** Exercise objective **
Examine each line of the data, and copy the ones containing "Left".

Data extracted from a collection
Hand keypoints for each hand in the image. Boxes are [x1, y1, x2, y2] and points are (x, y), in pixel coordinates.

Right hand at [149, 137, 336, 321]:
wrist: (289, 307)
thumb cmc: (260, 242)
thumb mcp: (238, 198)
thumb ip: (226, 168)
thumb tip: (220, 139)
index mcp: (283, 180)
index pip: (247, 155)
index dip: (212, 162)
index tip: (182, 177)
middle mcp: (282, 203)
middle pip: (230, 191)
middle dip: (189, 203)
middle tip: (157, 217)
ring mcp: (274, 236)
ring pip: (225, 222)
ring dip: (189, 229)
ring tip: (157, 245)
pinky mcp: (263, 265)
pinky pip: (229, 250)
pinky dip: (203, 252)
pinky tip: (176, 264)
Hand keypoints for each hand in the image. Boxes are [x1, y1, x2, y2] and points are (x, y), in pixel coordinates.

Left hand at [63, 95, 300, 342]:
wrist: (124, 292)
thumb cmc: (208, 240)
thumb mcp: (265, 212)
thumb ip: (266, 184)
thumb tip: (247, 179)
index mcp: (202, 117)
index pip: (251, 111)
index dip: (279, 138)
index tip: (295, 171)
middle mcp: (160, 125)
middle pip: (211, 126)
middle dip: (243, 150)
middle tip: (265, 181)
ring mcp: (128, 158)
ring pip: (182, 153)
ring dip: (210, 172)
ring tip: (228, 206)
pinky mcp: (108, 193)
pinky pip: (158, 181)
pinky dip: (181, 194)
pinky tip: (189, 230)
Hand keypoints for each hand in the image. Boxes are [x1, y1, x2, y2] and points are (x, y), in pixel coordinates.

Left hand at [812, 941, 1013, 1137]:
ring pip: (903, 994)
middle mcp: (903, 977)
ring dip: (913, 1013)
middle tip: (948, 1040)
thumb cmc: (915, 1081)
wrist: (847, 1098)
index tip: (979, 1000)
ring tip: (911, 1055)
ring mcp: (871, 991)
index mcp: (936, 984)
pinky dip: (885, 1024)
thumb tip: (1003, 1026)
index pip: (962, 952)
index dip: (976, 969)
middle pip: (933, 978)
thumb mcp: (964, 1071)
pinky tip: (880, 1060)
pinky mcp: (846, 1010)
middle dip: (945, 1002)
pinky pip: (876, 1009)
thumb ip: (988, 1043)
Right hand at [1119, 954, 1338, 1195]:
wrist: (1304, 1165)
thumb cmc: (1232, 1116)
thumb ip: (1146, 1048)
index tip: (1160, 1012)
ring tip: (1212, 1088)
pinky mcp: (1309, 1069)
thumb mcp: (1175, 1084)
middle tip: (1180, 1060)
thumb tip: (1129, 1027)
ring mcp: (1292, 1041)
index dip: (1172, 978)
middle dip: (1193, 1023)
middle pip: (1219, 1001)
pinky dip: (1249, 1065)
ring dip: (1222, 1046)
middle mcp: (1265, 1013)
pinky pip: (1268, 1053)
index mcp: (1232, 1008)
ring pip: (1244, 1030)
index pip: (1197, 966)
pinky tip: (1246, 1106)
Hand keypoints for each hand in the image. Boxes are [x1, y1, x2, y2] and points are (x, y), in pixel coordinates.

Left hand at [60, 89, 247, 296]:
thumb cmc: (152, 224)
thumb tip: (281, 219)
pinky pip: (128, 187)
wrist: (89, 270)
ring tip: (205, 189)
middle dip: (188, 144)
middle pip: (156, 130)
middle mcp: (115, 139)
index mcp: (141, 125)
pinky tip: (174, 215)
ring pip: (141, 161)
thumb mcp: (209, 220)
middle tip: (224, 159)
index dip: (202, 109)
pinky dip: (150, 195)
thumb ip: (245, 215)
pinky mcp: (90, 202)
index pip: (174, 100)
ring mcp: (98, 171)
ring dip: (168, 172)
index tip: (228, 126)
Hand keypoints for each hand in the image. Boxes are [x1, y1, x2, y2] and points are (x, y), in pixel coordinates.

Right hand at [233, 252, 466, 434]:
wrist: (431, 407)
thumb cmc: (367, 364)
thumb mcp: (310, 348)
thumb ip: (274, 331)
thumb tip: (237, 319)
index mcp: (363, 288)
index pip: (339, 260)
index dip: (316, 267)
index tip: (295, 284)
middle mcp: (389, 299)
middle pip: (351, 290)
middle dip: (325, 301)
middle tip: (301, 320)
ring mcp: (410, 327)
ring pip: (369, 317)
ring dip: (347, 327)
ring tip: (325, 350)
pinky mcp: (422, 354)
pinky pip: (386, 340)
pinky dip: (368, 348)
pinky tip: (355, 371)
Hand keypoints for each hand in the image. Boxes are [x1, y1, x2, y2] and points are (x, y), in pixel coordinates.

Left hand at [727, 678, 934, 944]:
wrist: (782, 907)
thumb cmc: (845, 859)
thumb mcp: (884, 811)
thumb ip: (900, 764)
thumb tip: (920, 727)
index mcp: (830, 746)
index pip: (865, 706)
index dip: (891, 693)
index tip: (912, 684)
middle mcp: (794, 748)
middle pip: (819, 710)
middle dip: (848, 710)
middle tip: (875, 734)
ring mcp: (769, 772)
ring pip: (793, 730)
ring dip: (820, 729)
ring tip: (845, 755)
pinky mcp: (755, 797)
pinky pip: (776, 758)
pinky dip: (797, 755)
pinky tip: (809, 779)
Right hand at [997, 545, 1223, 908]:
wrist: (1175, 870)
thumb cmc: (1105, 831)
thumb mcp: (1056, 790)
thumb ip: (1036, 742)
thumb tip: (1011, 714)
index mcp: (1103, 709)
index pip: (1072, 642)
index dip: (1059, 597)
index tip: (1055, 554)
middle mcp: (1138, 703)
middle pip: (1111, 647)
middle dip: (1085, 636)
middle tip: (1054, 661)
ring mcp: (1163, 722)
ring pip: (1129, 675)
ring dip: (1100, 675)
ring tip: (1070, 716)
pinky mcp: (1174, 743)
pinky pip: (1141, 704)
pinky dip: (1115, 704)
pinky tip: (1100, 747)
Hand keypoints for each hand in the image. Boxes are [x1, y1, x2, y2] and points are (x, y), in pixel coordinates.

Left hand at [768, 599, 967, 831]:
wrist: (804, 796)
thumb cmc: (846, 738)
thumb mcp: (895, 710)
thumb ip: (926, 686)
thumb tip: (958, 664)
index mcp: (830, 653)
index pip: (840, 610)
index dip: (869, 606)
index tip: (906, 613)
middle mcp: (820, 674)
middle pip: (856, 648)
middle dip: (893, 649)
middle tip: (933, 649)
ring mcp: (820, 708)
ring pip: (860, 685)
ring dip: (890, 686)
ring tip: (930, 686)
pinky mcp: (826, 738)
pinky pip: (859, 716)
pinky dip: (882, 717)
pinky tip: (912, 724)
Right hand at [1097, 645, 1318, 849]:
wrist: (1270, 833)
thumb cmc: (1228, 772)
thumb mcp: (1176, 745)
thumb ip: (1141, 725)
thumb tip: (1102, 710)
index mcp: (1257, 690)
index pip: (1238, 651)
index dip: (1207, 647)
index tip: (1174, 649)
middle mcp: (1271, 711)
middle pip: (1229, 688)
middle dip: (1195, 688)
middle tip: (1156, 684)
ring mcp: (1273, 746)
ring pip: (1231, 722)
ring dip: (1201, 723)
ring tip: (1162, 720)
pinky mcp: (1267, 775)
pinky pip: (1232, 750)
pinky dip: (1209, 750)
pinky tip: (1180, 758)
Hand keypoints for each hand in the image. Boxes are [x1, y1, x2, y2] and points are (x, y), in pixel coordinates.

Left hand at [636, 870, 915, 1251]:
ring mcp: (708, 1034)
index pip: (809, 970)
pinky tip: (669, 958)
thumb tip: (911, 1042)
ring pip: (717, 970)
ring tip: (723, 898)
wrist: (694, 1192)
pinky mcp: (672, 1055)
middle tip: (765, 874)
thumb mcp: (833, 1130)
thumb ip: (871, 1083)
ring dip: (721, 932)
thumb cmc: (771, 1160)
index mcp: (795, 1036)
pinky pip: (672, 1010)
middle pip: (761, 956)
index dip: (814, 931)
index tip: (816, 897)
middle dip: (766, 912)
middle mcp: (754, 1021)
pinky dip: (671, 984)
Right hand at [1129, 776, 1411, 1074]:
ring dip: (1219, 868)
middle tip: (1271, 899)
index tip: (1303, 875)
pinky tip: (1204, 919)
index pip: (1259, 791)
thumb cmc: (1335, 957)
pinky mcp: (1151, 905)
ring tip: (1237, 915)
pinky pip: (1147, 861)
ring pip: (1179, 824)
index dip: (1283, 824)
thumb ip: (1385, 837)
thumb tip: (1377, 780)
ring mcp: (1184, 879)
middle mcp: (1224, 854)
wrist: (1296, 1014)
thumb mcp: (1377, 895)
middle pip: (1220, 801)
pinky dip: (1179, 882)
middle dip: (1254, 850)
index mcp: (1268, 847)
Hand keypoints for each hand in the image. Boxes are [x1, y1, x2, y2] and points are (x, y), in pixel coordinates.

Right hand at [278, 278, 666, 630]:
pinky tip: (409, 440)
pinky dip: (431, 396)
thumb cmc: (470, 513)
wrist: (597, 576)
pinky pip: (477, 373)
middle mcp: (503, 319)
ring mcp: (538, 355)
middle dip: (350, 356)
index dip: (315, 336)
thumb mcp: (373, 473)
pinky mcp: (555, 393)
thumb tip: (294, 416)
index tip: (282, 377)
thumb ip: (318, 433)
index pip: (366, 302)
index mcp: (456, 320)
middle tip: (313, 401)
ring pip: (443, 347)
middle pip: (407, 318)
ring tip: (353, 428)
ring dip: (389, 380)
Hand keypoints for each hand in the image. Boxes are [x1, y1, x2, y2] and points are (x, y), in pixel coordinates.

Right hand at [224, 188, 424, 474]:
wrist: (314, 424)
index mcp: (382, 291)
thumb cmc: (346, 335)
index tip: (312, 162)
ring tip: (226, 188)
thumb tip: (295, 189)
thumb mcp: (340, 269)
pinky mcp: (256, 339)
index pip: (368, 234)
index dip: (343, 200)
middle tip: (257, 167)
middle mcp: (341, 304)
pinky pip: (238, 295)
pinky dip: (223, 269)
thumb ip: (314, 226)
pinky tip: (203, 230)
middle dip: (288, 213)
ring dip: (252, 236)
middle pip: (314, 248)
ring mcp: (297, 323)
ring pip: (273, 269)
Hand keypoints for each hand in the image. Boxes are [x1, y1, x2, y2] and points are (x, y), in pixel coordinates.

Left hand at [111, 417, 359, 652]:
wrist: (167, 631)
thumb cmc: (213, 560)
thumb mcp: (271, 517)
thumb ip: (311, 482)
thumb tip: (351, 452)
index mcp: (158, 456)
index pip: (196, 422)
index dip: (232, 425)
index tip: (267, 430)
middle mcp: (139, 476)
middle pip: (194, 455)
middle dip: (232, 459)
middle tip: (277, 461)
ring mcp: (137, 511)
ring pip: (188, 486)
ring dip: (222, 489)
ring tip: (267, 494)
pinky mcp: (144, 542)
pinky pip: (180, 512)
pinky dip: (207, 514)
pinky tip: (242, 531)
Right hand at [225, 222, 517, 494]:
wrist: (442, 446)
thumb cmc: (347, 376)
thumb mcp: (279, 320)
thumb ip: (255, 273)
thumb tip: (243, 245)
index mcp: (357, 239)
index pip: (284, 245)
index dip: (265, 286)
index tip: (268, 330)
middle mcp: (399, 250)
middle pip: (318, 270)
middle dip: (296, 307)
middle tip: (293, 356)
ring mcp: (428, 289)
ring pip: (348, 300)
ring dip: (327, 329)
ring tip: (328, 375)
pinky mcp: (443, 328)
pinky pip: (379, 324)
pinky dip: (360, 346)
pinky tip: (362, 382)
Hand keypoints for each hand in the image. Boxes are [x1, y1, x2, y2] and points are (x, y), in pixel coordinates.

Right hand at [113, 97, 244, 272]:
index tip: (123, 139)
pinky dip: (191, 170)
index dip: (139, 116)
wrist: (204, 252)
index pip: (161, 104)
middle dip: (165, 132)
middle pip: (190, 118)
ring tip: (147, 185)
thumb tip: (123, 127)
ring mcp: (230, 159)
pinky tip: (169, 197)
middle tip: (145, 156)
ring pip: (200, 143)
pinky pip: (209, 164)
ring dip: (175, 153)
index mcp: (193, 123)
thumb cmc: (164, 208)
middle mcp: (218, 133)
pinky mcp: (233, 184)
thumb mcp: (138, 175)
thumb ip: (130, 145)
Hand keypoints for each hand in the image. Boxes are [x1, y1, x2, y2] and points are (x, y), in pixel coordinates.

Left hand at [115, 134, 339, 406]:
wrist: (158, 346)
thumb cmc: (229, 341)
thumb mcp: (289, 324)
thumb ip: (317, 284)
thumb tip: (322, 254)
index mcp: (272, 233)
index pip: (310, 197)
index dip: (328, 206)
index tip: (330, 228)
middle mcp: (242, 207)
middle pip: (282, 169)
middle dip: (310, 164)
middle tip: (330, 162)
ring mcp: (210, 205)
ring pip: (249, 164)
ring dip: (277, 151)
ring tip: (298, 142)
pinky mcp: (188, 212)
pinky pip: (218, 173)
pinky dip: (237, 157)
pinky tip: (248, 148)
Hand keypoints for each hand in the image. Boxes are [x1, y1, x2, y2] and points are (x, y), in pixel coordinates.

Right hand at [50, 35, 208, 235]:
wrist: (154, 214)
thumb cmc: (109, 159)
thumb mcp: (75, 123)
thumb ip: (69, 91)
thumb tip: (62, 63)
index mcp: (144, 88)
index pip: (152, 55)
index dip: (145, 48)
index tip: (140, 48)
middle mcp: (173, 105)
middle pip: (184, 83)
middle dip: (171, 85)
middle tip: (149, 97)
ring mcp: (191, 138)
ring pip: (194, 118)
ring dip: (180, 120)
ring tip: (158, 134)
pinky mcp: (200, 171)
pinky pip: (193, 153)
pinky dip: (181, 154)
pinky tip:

** Output **
Left hand at [63, 95, 300, 342]:
Left hand at [812, 941, 1013, 1137]:
Left hand at [60, 89, 247, 296]:
Left hand at [727, 678, 934, 944]:
Left hand at [768, 599, 967, 831]:
Left hand at [636, 870, 915, 1251]:
Left hand at [111, 417, 359, 652]:
Left hand at [115, 134, 339, 406]:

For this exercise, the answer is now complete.